**Data section**.
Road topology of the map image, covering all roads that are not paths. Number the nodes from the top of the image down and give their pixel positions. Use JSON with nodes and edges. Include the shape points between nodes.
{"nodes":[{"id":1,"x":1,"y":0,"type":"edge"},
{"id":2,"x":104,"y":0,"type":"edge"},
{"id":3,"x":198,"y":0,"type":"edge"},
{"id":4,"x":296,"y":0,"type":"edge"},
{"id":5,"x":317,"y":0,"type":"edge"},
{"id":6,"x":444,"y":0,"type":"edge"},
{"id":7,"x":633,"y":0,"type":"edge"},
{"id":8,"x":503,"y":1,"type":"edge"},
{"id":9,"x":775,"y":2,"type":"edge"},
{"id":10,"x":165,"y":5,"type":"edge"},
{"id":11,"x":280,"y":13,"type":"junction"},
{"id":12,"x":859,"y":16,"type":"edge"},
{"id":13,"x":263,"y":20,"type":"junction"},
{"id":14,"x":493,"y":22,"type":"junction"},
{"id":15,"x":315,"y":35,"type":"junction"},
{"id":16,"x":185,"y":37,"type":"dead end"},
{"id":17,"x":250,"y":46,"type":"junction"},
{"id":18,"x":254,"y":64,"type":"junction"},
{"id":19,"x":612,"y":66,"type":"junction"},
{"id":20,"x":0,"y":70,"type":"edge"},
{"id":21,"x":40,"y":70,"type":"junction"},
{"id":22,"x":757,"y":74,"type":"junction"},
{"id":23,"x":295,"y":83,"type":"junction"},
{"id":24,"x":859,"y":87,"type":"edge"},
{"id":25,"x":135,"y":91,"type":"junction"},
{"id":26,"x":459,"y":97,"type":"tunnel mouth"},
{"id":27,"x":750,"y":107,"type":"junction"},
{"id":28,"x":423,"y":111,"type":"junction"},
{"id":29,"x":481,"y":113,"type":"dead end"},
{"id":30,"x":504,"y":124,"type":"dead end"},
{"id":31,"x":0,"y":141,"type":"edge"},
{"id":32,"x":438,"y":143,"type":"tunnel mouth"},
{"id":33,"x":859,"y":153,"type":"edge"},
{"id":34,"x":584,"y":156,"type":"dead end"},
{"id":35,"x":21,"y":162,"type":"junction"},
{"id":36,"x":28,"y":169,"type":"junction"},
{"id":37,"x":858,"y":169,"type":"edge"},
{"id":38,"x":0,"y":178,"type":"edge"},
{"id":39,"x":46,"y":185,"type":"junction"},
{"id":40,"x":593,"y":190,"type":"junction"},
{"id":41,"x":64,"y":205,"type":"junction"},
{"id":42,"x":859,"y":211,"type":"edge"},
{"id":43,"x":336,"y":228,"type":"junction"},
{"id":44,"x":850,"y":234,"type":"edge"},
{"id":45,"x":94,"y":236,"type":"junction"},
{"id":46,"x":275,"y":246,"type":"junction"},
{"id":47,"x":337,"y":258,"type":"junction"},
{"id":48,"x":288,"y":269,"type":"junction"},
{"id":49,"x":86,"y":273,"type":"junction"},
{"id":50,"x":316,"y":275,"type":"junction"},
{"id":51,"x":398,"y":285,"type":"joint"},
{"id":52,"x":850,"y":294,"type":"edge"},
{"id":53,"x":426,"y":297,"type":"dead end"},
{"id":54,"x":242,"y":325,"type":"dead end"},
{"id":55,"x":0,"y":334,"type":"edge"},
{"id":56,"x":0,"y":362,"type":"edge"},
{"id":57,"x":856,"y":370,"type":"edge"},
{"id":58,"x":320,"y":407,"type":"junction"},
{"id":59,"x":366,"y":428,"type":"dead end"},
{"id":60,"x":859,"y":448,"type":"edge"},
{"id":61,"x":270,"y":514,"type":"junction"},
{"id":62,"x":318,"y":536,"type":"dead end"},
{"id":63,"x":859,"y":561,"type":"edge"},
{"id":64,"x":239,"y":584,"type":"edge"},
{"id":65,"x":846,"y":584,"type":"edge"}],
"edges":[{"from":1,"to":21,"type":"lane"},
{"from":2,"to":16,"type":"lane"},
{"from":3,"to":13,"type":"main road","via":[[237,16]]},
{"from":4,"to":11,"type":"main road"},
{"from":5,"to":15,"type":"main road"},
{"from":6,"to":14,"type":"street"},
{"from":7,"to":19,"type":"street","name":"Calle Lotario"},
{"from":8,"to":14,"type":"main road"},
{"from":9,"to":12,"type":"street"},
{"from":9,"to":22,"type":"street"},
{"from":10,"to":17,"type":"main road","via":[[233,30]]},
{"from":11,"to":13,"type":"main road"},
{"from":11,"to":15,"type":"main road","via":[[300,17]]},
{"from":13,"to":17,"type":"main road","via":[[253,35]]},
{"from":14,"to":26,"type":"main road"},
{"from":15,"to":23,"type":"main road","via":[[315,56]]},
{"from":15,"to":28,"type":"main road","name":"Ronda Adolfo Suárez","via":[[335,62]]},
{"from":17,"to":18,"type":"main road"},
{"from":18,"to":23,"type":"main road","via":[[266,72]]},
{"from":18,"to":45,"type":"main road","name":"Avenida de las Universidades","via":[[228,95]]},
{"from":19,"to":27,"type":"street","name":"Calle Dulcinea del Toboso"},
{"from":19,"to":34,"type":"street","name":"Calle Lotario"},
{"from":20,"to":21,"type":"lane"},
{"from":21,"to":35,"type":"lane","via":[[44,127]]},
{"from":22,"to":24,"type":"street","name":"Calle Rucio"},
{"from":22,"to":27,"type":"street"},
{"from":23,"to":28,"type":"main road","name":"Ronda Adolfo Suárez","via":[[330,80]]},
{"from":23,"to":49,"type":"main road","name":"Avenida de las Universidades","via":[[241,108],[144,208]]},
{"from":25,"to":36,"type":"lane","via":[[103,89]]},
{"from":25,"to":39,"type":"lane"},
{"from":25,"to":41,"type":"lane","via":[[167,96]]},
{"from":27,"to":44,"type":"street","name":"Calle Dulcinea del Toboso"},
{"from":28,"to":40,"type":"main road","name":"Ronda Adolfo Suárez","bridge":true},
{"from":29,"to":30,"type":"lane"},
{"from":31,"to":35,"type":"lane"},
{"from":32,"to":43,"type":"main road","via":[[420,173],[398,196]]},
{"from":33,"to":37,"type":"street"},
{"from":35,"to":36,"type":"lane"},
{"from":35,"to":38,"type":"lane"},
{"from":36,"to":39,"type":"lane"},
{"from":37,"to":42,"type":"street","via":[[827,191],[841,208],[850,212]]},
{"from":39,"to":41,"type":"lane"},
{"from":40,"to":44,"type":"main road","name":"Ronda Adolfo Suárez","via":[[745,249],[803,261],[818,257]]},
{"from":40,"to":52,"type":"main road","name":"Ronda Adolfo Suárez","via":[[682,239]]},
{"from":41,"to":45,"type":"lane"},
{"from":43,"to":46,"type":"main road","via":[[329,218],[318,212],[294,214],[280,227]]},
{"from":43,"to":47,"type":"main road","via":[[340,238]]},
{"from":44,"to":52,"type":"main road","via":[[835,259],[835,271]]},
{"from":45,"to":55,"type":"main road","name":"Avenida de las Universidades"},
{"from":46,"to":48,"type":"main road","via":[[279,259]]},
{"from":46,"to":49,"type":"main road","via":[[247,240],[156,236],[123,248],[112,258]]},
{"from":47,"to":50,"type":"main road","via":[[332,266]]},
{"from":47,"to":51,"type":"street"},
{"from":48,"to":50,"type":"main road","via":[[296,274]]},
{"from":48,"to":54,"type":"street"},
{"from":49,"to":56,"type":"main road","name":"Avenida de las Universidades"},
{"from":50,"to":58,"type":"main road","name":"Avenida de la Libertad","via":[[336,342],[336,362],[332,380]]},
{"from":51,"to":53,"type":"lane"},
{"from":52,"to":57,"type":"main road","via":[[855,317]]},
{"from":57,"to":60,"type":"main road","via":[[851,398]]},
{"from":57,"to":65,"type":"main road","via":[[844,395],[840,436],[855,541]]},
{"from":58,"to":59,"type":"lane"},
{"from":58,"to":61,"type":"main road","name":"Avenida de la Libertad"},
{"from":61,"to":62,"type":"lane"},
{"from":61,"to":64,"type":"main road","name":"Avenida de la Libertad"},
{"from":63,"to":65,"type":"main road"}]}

**What is needed**. Using the entries above, tally every line that holds the word "Dulcinea". Answer with that number only.

**Answer to the problem**. 2